■ What you are asked to do: When you reproduce these records, keep every word exactly and drop the images.

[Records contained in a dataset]
______________________________

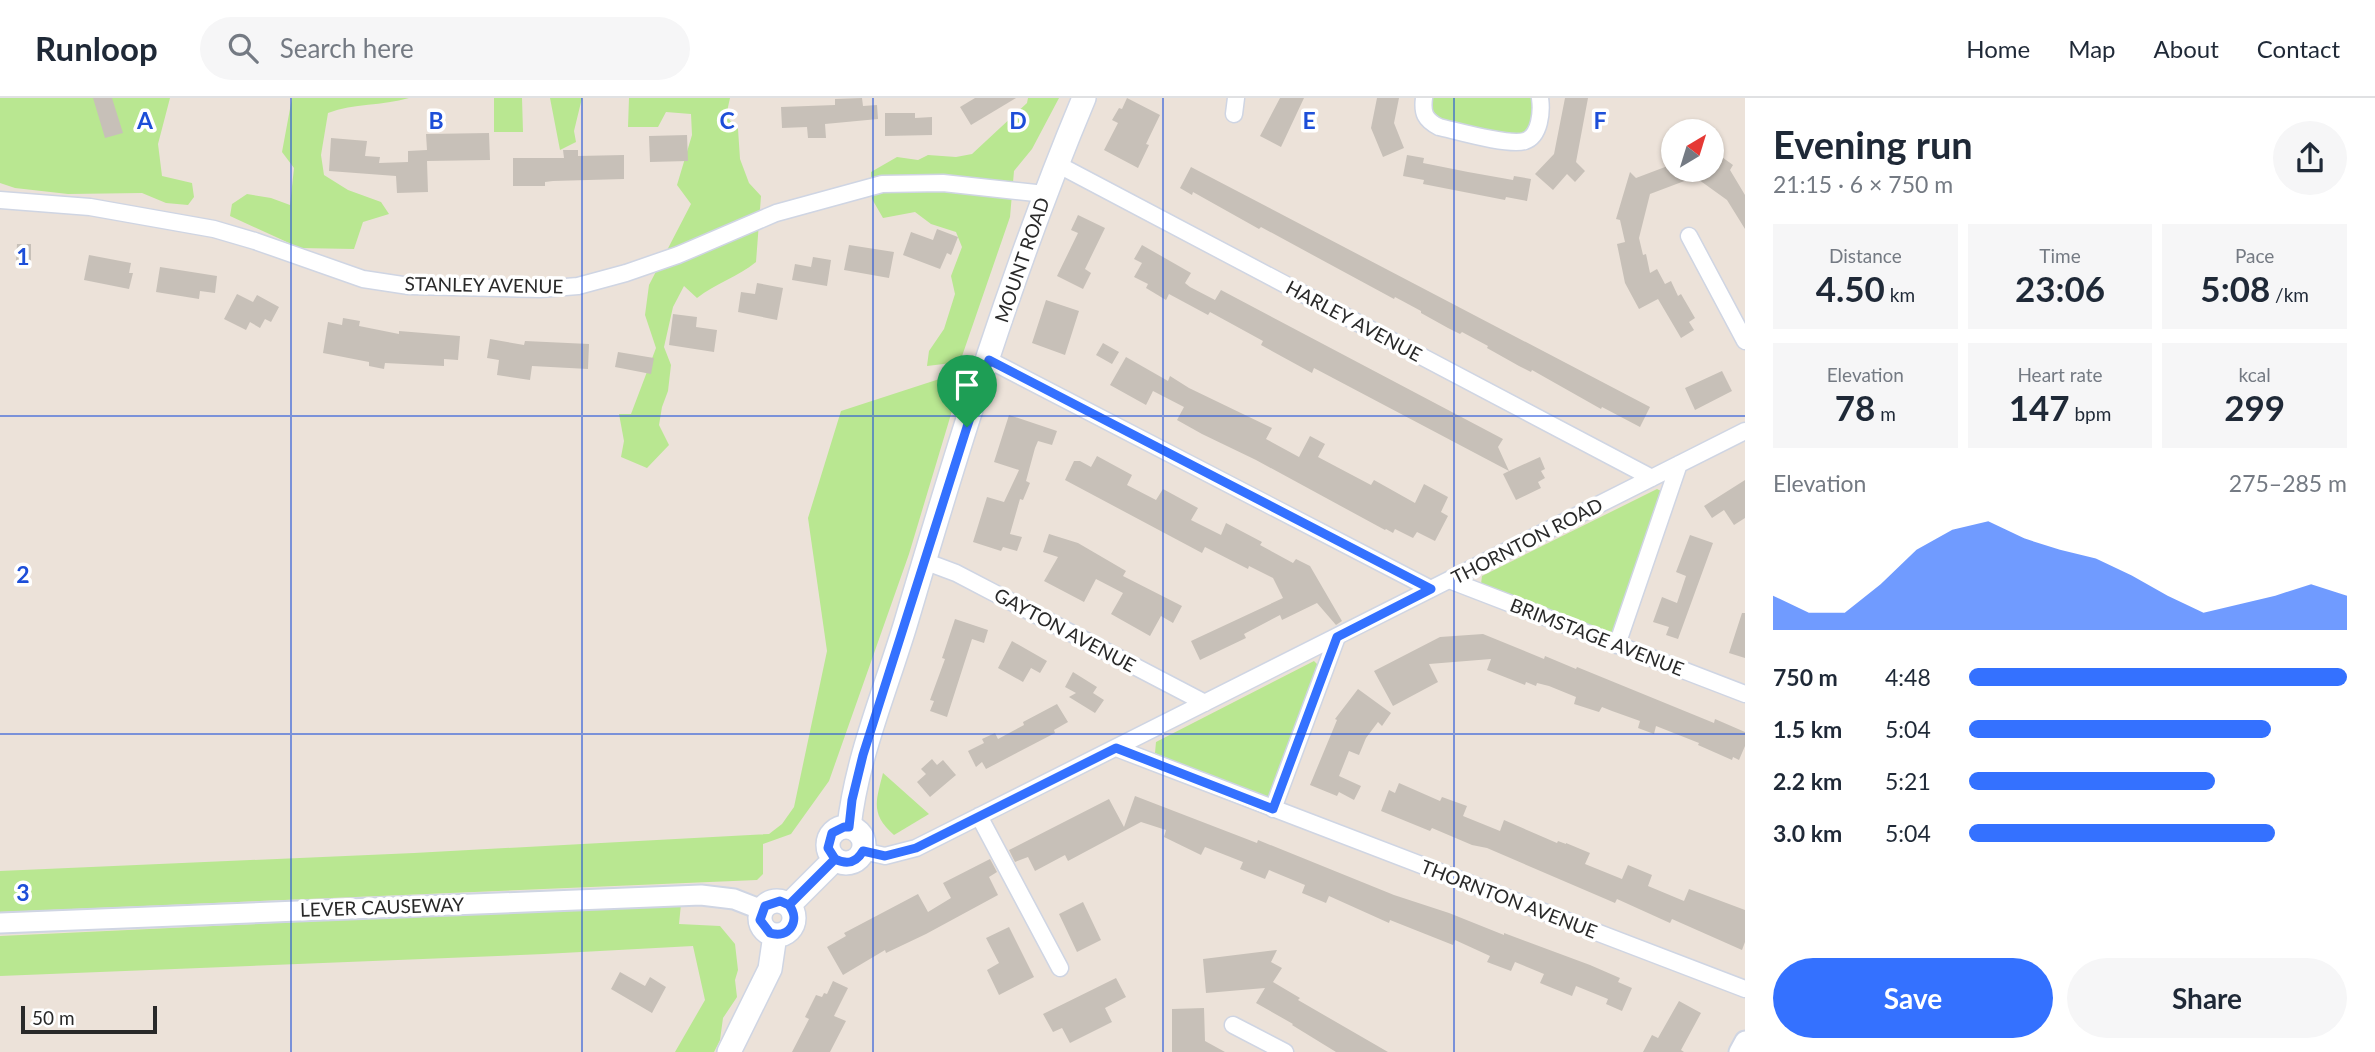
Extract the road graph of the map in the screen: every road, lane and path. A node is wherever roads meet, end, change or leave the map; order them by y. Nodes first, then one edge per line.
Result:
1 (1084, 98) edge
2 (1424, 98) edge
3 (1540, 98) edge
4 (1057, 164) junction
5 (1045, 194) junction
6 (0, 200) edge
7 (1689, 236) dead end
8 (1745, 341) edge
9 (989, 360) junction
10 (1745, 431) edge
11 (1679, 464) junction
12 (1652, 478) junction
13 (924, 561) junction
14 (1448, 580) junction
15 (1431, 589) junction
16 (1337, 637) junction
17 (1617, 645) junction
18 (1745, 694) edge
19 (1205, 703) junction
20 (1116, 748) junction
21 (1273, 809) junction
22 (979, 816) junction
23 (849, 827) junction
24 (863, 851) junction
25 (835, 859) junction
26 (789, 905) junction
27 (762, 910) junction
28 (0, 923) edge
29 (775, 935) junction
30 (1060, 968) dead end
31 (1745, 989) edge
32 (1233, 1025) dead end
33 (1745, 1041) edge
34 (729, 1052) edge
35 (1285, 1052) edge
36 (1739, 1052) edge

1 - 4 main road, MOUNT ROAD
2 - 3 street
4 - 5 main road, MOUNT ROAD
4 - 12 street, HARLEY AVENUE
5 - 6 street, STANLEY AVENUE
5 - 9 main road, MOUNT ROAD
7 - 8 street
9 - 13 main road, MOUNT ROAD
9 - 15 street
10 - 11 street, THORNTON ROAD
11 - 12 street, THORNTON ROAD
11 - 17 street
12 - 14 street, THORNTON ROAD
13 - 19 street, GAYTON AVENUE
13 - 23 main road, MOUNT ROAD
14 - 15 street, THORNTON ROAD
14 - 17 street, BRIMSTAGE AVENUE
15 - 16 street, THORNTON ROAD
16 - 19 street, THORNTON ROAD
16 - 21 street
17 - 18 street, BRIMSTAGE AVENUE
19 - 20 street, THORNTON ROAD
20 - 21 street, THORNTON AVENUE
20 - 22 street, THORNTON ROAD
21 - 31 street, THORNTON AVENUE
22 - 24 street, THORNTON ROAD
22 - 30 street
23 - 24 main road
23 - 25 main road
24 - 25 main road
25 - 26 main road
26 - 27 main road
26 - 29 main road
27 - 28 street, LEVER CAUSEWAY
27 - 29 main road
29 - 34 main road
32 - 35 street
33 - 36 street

______________________________

■ Exercise result:
Extract the road graph of the map in the screen: every road, lane and path. A node is wherever roads meet, end, change or leave the map; order them by y. Nodes first, then one edge per line.
Result:
1 (1084, 98) edge
2 (1424, 98) edge
3 (1540, 98) edge
4 (1057, 164) junction
5 (1045, 194) junction
6 (0, 200) edge
7 (1689, 236) dead end
8 (1745, 341) edge
9 (989, 360) junction
10 (1745, 431) edge
11 (1679, 464) junction
12 (1652, 478) junction
13 (924, 561) junction
14 (1448, 580) junction
15 (1431, 589) junction
16 (1337, 637) junction
17 (1617, 645) junction
18 (1745, 694) edge
19 (1205, 703) junction
20 (1116, 748) junction
21 (1273, 809) junction
22 (979, 816) junction
23 (849, 827) junction
24 (863, 851) junction
25 (835, 859) junction
26 (789, 905) junction
27 (762, 910) junction
28 (0, 923) edge
29 (775, 935) junction
30 (1060, 968) dead end
31 (1745, 989) edge
32 (1233, 1025) dead end
33 (1745, 1041) edge
34 (729, 1052) edge
35 (1285, 1052) edge
36 (1739, 1052) edge

1 - 4 main road, MOUNT ROAD
2 - 3 street
4 - 5 main road, MOUNT ROAD
4 - 12 street, HARLEY AVENUE
5 - 6 street, STANLEY AVENUE
5 - 9 main road, MOUNT ROAD
7 - 8 street
9 - 13 main road, MOUNT ROAD
9 - 15 street
10 - 11 street, THORNTON ROAD
11 - 12 street, THORNTON ROAD
11 - 17 street
12 - 14 street, THORNTON ROAD
13 - 19 street, GAYTON AVENUE
13 - 23 main road, MOUNT ROAD
14 - 15 street, THORNTON ROAD
14 - 17 street, BRIMSTAGE AVENUE
15 - 16 street, THORNTON ROAD
16 - 19 street, THORNTON ROAD
16 - 21 street
17 - 18 street, BRIMSTAGE AVENUE
19 - 20 street, THORNTON ROAD
20 - 21 street, THORNTON AVENUE
20 - 22 street, THORNTON ROAD
21 - 31 street, THORNTON AVENUE
22 - 24 street, THORNTON ROAD
22 - 30 street
23 - 24 main road
23 - 25 main road
24 - 25 main road
25 - 26 main road
26 - 27 main road
26 - 29 main road
27 - 28 street, LEVER CAUSEWAY
27 - 29 main road
29 - 34 main road
32 - 35 street
33 - 36 street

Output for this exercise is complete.